Once up, I achingly change into my work clothes. A simple business type outfit; unlike the other women at work I usually wear pants and not that skirt thing. The door to my room creaks loudly when I open it. I’d do something about it, but I’m way too lazy to go down to the nearest Home Depot for some WD-40. In the kitchen I make my rounds through my food stashes trying to find the shapes I want to eat. Yesterday I had circles and pentagons, over-easy eggs and toast. I would have had cheese on my eggs, but I didn’t feel like triangles.
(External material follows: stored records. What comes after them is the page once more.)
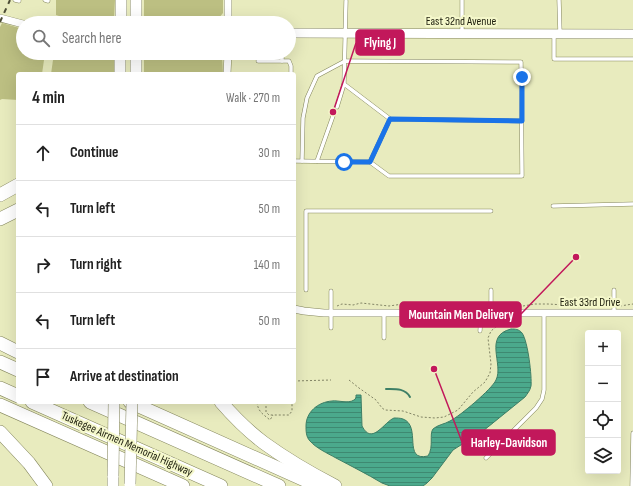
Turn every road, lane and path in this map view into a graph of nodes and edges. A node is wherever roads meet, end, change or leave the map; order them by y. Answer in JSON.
{"nodes":[{"id":1,"x":15,"y":0,"type":"edge"},
{"id":2,"x":19,"y":0,"type":"edge"},
{"id":3,"x":121,"y":0,"type":"edge"},
{"id":4,"x":136,"y":0,"type":"edge"},
{"id":5,"x":228,"y":0,"type":"edge"},
{"id":6,"x":462,"y":0,"type":"edge"},
{"id":7,"x":559,"y":0,"type":"edge"},
{"id":8,"x":346,"y":1,"type":"dead end"},
{"id":9,"x":121,"y":16,"type":"edge"},
{"id":10,"x":136,"y":16,"type":"edge"},
{"id":11,"x":228,"y":16,"type":"edge"},
{"id":12,"x":0,"y":18,"type":"edge"},
{"id":13,"x":16,"y":22,"type":"edge"},
{"id":14,"x":296,"y":33,"type":"edge"},
{"id":15,"x":345,"y":33,"type":"junction"},
{"id":16,"x":462,"y":34,"type":"junction"},
{"id":17,"x":557,"y":34,"type":"junction"},
{"id":18,"x":633,"y":34,"type":"edge"},
{"id":19,"x":633,"y":59,"type":"edge"},
{"id":20,"x":120,"y":60,"type":"edge"},
{"id":21,"x":136,"y":60,"type":"edge"},
{"id":22,"x":228,"y":60,"type":"edge"},
{"id":23,"x":258,"y":61,"type":"dead end"},
{"id":24,"x":282,"y":61,"type":"joint"},
{"id":25,"x":345,"y":61,"type":"junction"},
{"id":26,"x":120,"y":72,"type":"edge"},
{"id":27,"x":136,"y":72,"type":"edge"},
{"id":28,"x":227,"y":72,"type":"edge"},
{"id":29,"x":291,"y":72,"type":"edge"},
{"id":30,"x":344,"y":84,"type":"junction"},
{"id":31,"x":337,"y":107,"type":"dead end"},
{"id":32,"x":334,"y":116,"type":"dead end"},
{"id":33,"x":390,"y":119,"type":"junction"},
{"id":34,"x":522,"y":121,"type":"junction"},
{"id":35,"x":296,"y":161,"type":"edge"},
{"id":36,"x":302,"y":161,"type":"junction"},
{"id":37,"x":317,"y":161,"type":"junction"},
{"id":38,"x":370,"y":162,"type":"junction"},
{"id":39,"x":16,"y":186,"type":"edge"},
{"id":40,"x":0,"y":195,"type":"edge"},
{"id":41,"x":633,"y":204,"type":"edge"},
{"id":42,"x":553,"y":206,"type":"dead end"},
{"id":43,"x":16,"y":211,"type":"edge"},
{"id":44,"x":491,"y":211,"type":"dead end"},
{"id":45,"x":0,"y":219,"type":"edge"},
{"id":46,"x":306,"y":290,"type":"dead end"},
{"id":47,"x":491,"y":290,"type":"dead end"},
{"id":48,"x":614,"y":290,"type":"dead end"},
{"id":49,"x":331,"y":291,"type":"dead end"},
{"id":50,"x":491,"y":304,"type":"junction"},
{"id":51,"x":633,"y":304,"type":"edge"},
{"id":52,"x":522,"y":306,"type":"dead end"},
{"id":53,"x":516,"y":307,"type":"dead end"},
{"id":54,"x":296,"y":309,"type":"edge"},
{"id":55,"x":331,"y":309,"type":"junction"},
{"id":56,"x":614,"y":310,"type":"junction"},
{"id":57,"x":384,"y":312,"type":"junction"},
{"id":58,"x":481,"y":312,"type":"junction"},
{"id":59,"x":494,"y":312,"type":"junction"},
{"id":60,"x":544,"y":312,"type":"junction"},
{"id":61,"x":633,"y":313,"type":"edge"},
{"id":62,"x":331,"y":328,"type":"dead end"},
{"id":63,"x":480,"y":331,"type":"dead end"},
{"id":64,"x":384,"y":338,"type":"dead end"},
{"id":65,"x":0,"y":343,"type":"edge"},
{"id":66,"x":16,"y":351,"type":"edge"},
{"id":67,"x":0,"y":362,"type":"edge"},
{"id":68,"x":16,"y":369,"type":"edge"},
{"id":69,"x":331,"y":380,"type":"dead end"},
{"id":70,"x":349,"y":380,"type":"dead end"},
{"id":71,"x":296,"y":381,"type":"edge"},
{"id":72,"x":0,"y":388,"type":"edge"},
{"id":73,"x":16,"y":395,"type":"edge"},
{"id":74,"x":36,"y":404,"type":"edge"},
{"id":75,"x":94,"y":404,"type":"edge"},
{"id":76,"x":114,"y":404,"type":"edge"},
{"id":77,"x":131,"y":404,"type":"edge"},
{"id":78,"x":135,"y":404,"type":"edge"},
{"id":79,"x":223,"y":404,"type":"edge"},
{"id":80,"x":258,"y":404,"type":"edge"},
{"id":81,"x":266,"y":404,"type":"edge"},
{"id":82,"x":292,"y":404,"type":"edge"},
{"id":83,"x":0,"y":405,"type":"edge"},
{"id":84,"x":273,"y":415,"type":"junction"},
{"id":85,"x":0,"y":432,"type":"edge"},
{"id":86,"x":633,"y":433,"type":"edge"},
{"id":87,"x":486,"y":458,"type":"dead end"},
{"id":88,"x":113,"y":481,"type":"edge"},
{"id":89,"x":130,"y":485,"type":"edge"},
{"id":90,"x":46,"y":486,"type":"edge"},
{"id":91,"x":182,"y":486,"type":"edge"},
{"id":92,"x":221,"y":486,"type":"edge"},
{"id":93,"x":279,"y":486,"type":"edge"},
{"id":94,"x":318,"y":486,"type":"edge"},
{"id":95,"x":335,"y":486,"type":"edge"},
{"id":96,"x":632,"y":486,"type":"edge"}],
"edges":[{"from":1,"to":2,"type":"lane"},
{"from":3,"to":9,"type":"main road"},
{"from":4,"to":10,"type":"main road"},
{"from":5,"to":11,"type":"street"},
{"from":6,"to":16,"type":"lane"},
{"from":7,"to":17,"type":"lane"},
{"from":8,"to":15,"type":"lane"},
{"from":12,"to":13,"type":"street"},
{"from":14,"to":15,"type":"street","name":"East 32nd Avenue"},
{"from":15,"to":16,"type":"street","name":"East 32nd Avenue"},
{"from":15,"to":25,"type":"lane"},
{"from":16,"to":17,"type":"street","name":"East 32nd Avenue"},
{"from":17,"to":18,"type":"street","name":"East 32nd Avenue"},
{"from":17,"to":19,"type":"lane"},
{"from":20,"to":26,"type":"main road"},
{"from":21,"to":27,"type":"main road"},
{"from":22,"to":28,"type":"street"},
{"from":23,"to":24,"type":"lane"},
{"from":24,"to":29,"type":"lane"},
{"from":25,"to":30,"type":"lane"},
{"from":25,"to":34,"type":"lane"},
{"from":25,"to":36,"type":"lane"},
{"from":30,"to":31,"type":"lane"},
{"from":30,"to":33,"type":"lane"},
{"from":32,"to":37,"type":"lane"},
{"from":33,"to":34,"type":"lane"},
{"from":33,"to":38,"type":"lane"},
{"from":34,"to":38,"type":"lane"},
{"from":35,"to":36,"type":"lane"},
{"from":36,"to":37,"type":"lane"},
{"from":37,"to":38,"type":"lane"},
{"from":39,"to":40,"type":"highway"},
{"from":41,"to":42,"type":"lane"},
{"from":43,"to":45,"type":"highway"},
{"from":44,"to":46,"type":"lane"},
{"from":47,"to":50,"type":"lane"},
{"from":48,"to":56,"type":"lane"},
{"from":49,"to":55,"type":"lane"},
{"from":50,"to":53,"type":"path"},
{"from":50,"to":55,"type":"path"},
{"from":50,"to":59,"type":"lane"},
{"from":51,"to":56,"type":"path"},
{"from":52,"to":56,"type":"path"},
{"from":54,"to":55,"type":"street","name":"East 33rd Drive"},
{"from":55,"to":57,"type":"street","name":"East 33rd Drive"},
{"from":55,"to":62,"type":"lane"},
{"from":56,"to":60,"type":"street","name":"East 33rd Drive"},
{"from":56,"to":61,"type":"street","name":"East 33rd Drive"},
{"from":57,"to":58,"type":"street","name":"East 33rd Drive"},
{"from":57,"to":64,"type":"lane"},
{"from":58,"to":59,"type":"street","name":"East 33rd Drive"},
{"from":58,"to":63,"type":"lane"},
{"from":59,"to":60,"type":"street","name":"East 33rd Drive"},
{"from":59,"to":70,"type":"path"},
{"from":60,"to":87,"type":"lane"},
{"from":65,"to":66,"type":"highway"},
{"from":67,"to":68,"type":"highway"},
{"from":69,"to":71,"type":"path"},
{"from":72,"to":73,"type":"highway"},
{"from":74,"to":92,"type":"highway","name":"Tuskegee Airmen Memorial Highway"},
{"from":75,"to":93,"type":"highway","name":"Tuskegee Airmen Memorial Highway"},
{"from":76,"to":88,"type":"main road","bridge":true},
{"from":77,"to":89,"type":"main road","bridge":true},
{"from":78,"to":94,"type":"highway"},
{"from":79,"to":95,"type":"highway"},
{"from":80,"to":84,"type":"path"},
{"from":81,"to":84,"type":"path"},
{"from":82,"to":84,"type":"path"},
{"from":83,"to":91,"type":"highway"},
{"from":85,"to":90,"type":"highway"},
{"from":86,"to":96,"type":"lane"}]}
I look lopsidedly at my cereal. In general, the cereal I buy usually has a vector taste to it, but when I add milk it tastes more like stars. One time I bought this star shaped cereal, just so it actually looked like I was eating stars. Problem was, the cereal had cinnamon in it and cinnamon has a tendency of adding a point or two. So, I was still eating stars but they were Stars of David. I crack my neck, maybe I’ll go with hyperbolas. And for the record, triangles never mix well with hyperbolas. Which is sad, since I like cheese and scrambled eggs.
Outside the sky is fairly clear, with a few clouds spotting it. My car is your standard middle class sedan. Gets me from A to B, that’s all that I care about. In the car, I scroll through my Ipod playlists for my commute music. Most consists of acoustic guitar, blue grass, female singers, and a few soft rock pieces. It’s like this since they all have a fairly smooth texture to them. One of my favorites is Allison Krauss, her music has the best feeling. Something akin to a century smoothed stone on the bed of a quietly flowing river. Female voices always have a watery feel to them.
The commute is like every other day, except now I have Friday looking over my shoulder like some kind of creepy stalker. At least Saturday is next to me and the rest of the week is plainly visible in front of me. But Friday, it just has to be looming behind me. I would have been fine with it if Monday was the day that loomed; I mean, it’s Monday for Christ sake. At work, I park on the second level in the F section. I usually park there because of the colors. Mauve and turquoise, great combination.
“Morning, Ms. Garner.” My secretary, Julie, greets me as I enter the small waiting room. “Morning.” I wave slightly as I go into my office. I was early and the rest of the floor is usually devoid of coworkers for another hour or so. I work as an editor for a newspaper. I share the office with John, the head editor. He’s a good guy, bad taste in ties though. I mean really bad taste, even with their moods included. I sort of feel sorry for the rest of his clothing. The typical brownish-grey suit, decent colored under shirt and a bright yellow, red spotted tie with stray green lines. Mmm, sexy.